**What you will do**
Leave out the pictures and repeat every record exactly.

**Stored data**
+---+
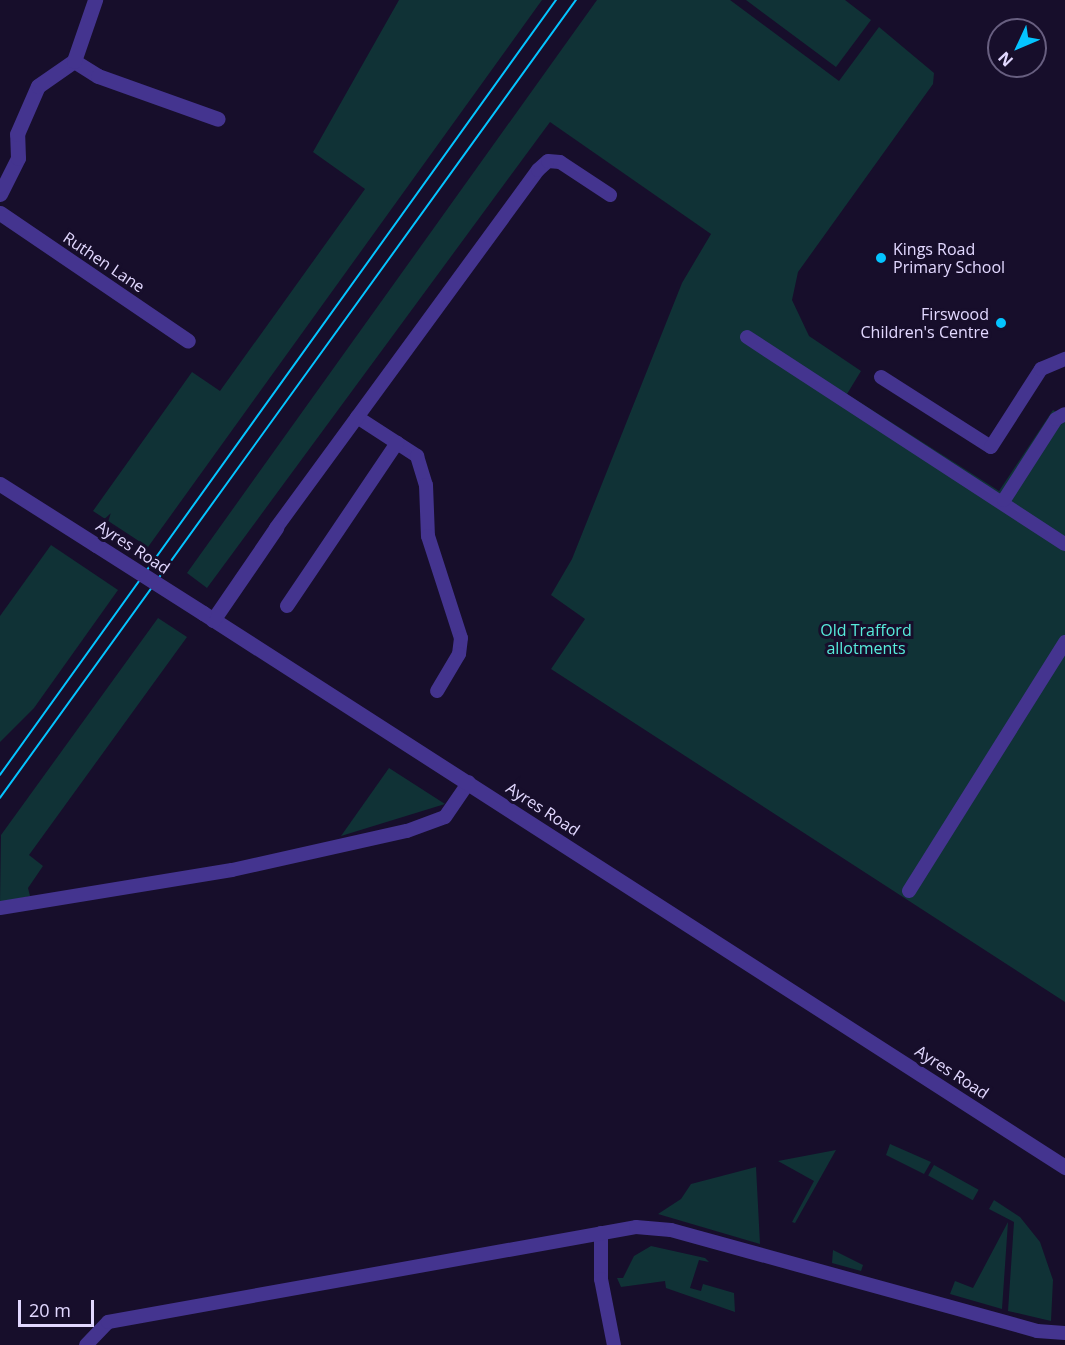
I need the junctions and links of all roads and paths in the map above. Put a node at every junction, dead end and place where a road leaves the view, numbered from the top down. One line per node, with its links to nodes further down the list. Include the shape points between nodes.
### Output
1 (95, 0): 2 (street)
2 (74, 61): 3 (street, via 98,76); 4 (street, via 38,86 17,134 18,158)
3 (218, 119)
4 (0, 194)
5 (610, 195): 12 (lane, via 560,162 543,165)
6 (0, 213): 8 (street, Ruthen Lane)
7 (747, 337): 15 (lane)
8 (188, 341)
9 (1065, 359): 10 (lane, via 1041,369 991,447)
10 (881, 377)
11 (1065, 414): 15 (lane, via 1056,419)
12 (357, 417): 13 (lane); 16 (lane)
13 (398, 444): 18 (lane); 21 (lane, via 417,456 423,476 428,536 461,638 459,654)
14 (0, 484): 19 (street, Ayres Road, bridge)
15 (1004, 500): 17 (lane)
16 (276, 528): 19 (street)
17 (1065, 544)
18 (287, 606)
19 (208, 616): 22 (street, Ayres Road)
20 (1065, 642): 23 (lane)
21 (437, 691)
22 (469, 782): 24 (lane, via 445,817 407,831 232,870); 25 (street, Ayres Road)
23 (909, 891)
24 (0, 908)
25 (1065, 1167)
26 (602, 1233): 27 (lane, via 665,1228 1037,1330); 28 (lane, via 108,1322); 29 (lane, via 601,1279)
27 (1065, 1333)
28 (86, 1345)
29 (614, 1345)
+---+
**Solution**
I need the junctions and links of all roads and paths in the map above. Put a node at every junction, dead end and place where a road leaves the view, numbered from the top down. One line per node, with its links to nodes further down the list. Include the shape points between nodes.
### Output
1 (95, 0): 2 (street)
2 (74, 61): 3 (street, via 98,76); 4 (street, via 38,86 17,134 18,158)
3 (218, 119)
4 (0, 194)
5 (610, 195): 12 (lane, via 560,162 543,165)
6 (0, 213): 8 (street, Ruthen Lane)
7 (747, 337): 15 (lane)
8 (188, 341)
9 (1065, 359): 10 (lane, via 1041,369 991,447)
10 (881, 377)
11 (1065, 414): 15 (lane, via 1056,419)
12 (357, 417): 13 (lane); 16 (lane)
13 (398, 444): 18 (lane); 21 (lane, via 417,456 423,476 428,536 461,638 459,654)
14 (0, 484): 19 (street, Ayres Road, bridge)
15 (1004, 500): 17 (lane)
16 (276, 528): 19 (street)
17 (1065, 544)
18 (287, 606)
19 (208, 616): 22 (street, Ayres Road)
20 (1065, 642): 23 (lane)
21 (437, 691)
22 (469, 782): 24 (lane, via 445,817 407,831 232,870); 25 (street, Ayres Road)
23 (909, 891)
24 (0, 908)
25 (1065, 1167)
26 (602, 1233): 27 (lane, via 665,1228 1037,1330); 28 (lane, via 108,1322); 29 (lane, via 601,1279)
27 (1065, 1333)
28 (86, 1345)
29 (614, 1345)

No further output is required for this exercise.